* _Exercise goal_
Look through the lines below and extract each one that contains "Fairchild".

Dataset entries
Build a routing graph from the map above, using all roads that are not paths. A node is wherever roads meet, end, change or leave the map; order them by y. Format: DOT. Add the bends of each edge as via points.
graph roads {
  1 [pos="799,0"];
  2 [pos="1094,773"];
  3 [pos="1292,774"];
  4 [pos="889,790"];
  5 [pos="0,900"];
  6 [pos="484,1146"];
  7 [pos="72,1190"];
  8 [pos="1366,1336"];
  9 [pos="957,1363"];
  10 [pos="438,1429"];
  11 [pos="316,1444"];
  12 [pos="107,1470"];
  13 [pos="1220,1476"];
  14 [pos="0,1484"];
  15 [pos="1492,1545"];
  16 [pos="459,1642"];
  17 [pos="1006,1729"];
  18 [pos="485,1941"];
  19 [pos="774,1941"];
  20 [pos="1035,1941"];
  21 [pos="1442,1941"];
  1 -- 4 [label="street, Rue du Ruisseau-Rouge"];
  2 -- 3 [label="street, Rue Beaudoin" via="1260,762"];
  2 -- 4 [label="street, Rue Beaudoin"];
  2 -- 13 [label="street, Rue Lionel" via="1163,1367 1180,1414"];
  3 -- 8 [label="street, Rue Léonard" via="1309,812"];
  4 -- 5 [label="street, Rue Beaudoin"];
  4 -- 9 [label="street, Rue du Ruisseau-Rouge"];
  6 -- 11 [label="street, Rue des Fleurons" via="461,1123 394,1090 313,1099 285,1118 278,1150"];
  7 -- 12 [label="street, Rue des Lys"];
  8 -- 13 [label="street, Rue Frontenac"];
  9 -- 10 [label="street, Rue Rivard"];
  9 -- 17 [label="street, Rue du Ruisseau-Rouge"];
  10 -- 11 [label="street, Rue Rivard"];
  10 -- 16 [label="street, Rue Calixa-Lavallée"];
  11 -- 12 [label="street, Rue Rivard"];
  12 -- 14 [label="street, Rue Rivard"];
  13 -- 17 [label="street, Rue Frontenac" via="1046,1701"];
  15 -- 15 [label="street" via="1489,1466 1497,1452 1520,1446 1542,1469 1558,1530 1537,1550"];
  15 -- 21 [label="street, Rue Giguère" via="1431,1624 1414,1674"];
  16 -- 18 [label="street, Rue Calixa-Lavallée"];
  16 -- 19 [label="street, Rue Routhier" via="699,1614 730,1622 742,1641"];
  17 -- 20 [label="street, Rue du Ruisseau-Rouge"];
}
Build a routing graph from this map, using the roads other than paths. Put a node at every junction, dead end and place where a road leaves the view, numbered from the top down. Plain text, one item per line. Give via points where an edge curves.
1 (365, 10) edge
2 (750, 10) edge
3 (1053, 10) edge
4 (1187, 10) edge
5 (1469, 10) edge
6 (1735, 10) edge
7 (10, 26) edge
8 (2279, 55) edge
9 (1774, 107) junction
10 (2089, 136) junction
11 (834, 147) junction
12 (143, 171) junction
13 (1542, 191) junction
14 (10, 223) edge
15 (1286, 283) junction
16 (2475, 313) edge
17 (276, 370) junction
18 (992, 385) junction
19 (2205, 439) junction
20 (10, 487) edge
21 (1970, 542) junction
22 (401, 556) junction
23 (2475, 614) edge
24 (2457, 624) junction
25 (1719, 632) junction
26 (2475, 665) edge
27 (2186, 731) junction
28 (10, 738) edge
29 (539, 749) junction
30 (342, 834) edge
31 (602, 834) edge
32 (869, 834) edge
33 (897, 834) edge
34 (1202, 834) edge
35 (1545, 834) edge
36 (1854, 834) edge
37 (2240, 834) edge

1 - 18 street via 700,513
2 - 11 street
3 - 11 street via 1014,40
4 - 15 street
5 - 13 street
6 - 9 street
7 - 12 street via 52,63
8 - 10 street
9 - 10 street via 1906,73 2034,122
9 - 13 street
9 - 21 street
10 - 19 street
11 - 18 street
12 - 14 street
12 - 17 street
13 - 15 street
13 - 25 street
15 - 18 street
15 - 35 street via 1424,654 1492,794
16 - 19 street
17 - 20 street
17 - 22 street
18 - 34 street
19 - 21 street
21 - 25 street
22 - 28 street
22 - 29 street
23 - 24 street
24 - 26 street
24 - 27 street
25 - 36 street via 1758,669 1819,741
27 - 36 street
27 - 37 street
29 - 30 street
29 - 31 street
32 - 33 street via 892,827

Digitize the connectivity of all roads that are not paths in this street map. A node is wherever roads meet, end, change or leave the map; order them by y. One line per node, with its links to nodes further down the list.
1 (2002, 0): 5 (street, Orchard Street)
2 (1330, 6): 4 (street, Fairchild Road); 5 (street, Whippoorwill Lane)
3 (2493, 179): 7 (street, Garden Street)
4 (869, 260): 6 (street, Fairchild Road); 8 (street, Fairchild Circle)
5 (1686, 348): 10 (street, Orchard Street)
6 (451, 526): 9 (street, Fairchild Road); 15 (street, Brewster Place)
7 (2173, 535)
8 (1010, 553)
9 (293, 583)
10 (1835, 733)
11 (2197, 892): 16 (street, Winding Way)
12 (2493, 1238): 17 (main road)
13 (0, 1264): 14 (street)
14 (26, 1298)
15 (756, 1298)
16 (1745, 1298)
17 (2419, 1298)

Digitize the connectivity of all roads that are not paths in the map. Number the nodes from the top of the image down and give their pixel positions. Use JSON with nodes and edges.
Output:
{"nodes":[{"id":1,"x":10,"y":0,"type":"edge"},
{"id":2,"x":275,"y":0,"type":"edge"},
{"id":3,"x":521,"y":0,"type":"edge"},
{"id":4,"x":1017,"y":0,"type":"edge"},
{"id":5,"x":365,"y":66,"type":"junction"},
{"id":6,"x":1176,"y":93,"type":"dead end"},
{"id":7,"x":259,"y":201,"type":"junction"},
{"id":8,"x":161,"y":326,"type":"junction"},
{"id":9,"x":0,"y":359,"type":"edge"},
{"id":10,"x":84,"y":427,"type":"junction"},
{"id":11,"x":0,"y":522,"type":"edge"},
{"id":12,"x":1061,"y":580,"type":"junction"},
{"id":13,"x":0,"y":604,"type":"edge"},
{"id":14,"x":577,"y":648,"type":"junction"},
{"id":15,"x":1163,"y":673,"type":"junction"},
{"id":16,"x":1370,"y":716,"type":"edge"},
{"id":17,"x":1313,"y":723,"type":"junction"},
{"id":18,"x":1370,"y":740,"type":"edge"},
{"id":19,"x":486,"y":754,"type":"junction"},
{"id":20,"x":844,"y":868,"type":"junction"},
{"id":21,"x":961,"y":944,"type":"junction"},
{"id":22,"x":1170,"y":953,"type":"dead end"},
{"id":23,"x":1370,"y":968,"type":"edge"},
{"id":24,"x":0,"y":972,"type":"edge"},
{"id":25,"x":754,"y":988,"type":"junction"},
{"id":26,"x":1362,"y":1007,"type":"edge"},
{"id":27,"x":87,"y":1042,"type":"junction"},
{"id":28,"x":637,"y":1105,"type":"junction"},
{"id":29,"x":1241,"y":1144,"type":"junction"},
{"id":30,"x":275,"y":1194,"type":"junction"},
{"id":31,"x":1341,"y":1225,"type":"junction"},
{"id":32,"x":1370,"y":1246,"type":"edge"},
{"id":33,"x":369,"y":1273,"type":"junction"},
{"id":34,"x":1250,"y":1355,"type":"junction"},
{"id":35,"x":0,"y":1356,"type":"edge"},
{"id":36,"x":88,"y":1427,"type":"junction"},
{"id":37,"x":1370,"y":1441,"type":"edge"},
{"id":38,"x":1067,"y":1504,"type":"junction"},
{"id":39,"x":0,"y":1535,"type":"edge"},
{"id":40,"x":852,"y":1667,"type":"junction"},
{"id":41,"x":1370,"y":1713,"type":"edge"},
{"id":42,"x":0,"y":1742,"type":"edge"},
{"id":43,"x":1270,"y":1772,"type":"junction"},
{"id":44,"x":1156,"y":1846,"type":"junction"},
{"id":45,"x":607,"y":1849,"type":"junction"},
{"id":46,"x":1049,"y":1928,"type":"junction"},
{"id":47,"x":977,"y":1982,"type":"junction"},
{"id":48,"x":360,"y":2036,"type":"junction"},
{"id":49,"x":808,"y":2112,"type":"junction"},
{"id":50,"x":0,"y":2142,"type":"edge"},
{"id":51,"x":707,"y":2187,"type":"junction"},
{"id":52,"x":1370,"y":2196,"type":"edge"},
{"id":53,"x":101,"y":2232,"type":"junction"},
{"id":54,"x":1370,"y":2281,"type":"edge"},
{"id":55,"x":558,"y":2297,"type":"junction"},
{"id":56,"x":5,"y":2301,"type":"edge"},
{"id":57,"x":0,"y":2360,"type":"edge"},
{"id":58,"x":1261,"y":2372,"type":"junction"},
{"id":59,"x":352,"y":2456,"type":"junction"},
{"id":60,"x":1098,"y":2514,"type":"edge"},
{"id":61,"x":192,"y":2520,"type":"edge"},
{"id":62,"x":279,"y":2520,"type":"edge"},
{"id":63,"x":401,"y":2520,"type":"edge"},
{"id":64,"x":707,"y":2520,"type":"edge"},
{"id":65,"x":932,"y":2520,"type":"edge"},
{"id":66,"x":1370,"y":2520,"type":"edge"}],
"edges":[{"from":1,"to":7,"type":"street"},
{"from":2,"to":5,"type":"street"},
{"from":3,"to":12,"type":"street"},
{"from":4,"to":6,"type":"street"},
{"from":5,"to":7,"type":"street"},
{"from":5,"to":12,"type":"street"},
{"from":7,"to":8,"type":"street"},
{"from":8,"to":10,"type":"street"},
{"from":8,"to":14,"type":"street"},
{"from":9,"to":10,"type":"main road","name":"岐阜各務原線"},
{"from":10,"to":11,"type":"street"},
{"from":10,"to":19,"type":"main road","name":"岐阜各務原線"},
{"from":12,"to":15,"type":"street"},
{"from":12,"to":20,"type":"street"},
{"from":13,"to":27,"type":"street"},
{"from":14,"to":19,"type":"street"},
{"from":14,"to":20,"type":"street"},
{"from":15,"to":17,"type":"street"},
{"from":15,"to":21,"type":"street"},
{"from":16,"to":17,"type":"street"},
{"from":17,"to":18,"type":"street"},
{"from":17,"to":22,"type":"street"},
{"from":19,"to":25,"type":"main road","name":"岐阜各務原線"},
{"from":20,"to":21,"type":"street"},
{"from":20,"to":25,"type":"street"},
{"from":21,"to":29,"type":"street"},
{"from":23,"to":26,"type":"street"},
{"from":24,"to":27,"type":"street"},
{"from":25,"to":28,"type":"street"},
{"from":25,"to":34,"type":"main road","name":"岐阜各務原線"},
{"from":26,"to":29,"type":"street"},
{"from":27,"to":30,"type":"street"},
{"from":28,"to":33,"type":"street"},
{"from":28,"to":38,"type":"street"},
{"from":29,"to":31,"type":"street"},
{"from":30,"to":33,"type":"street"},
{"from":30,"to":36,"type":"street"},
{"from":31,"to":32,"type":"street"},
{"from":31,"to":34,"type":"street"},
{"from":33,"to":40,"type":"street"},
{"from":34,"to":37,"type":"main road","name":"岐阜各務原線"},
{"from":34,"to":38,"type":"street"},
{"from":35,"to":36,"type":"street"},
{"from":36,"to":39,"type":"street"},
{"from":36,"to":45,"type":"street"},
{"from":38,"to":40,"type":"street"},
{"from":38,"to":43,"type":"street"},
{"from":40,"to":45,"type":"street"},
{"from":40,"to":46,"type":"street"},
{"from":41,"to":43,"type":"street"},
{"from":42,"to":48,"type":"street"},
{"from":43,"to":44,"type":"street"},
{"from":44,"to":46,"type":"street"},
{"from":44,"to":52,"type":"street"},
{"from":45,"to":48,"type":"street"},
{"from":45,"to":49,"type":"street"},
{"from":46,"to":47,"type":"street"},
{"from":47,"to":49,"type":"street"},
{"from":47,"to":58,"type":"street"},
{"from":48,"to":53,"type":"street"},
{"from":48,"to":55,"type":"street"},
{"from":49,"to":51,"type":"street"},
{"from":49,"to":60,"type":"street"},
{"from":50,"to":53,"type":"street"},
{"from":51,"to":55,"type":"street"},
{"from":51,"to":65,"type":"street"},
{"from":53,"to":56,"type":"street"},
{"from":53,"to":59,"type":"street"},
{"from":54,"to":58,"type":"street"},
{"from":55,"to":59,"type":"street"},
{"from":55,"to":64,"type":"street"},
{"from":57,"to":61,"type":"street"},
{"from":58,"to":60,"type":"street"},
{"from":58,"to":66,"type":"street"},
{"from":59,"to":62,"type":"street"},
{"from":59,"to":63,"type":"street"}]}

* _Task response_
2 (1330, 6): 4 (street, Fairchild Road); 5 (street, Whippoorwill Lane)
4 (869, 260): 6 (street, Fairchild Road); 8 (street, Fairchild Circle)
6 (451, 526): 9 (street, Fairchild Road); 15 (street, Brewster Place)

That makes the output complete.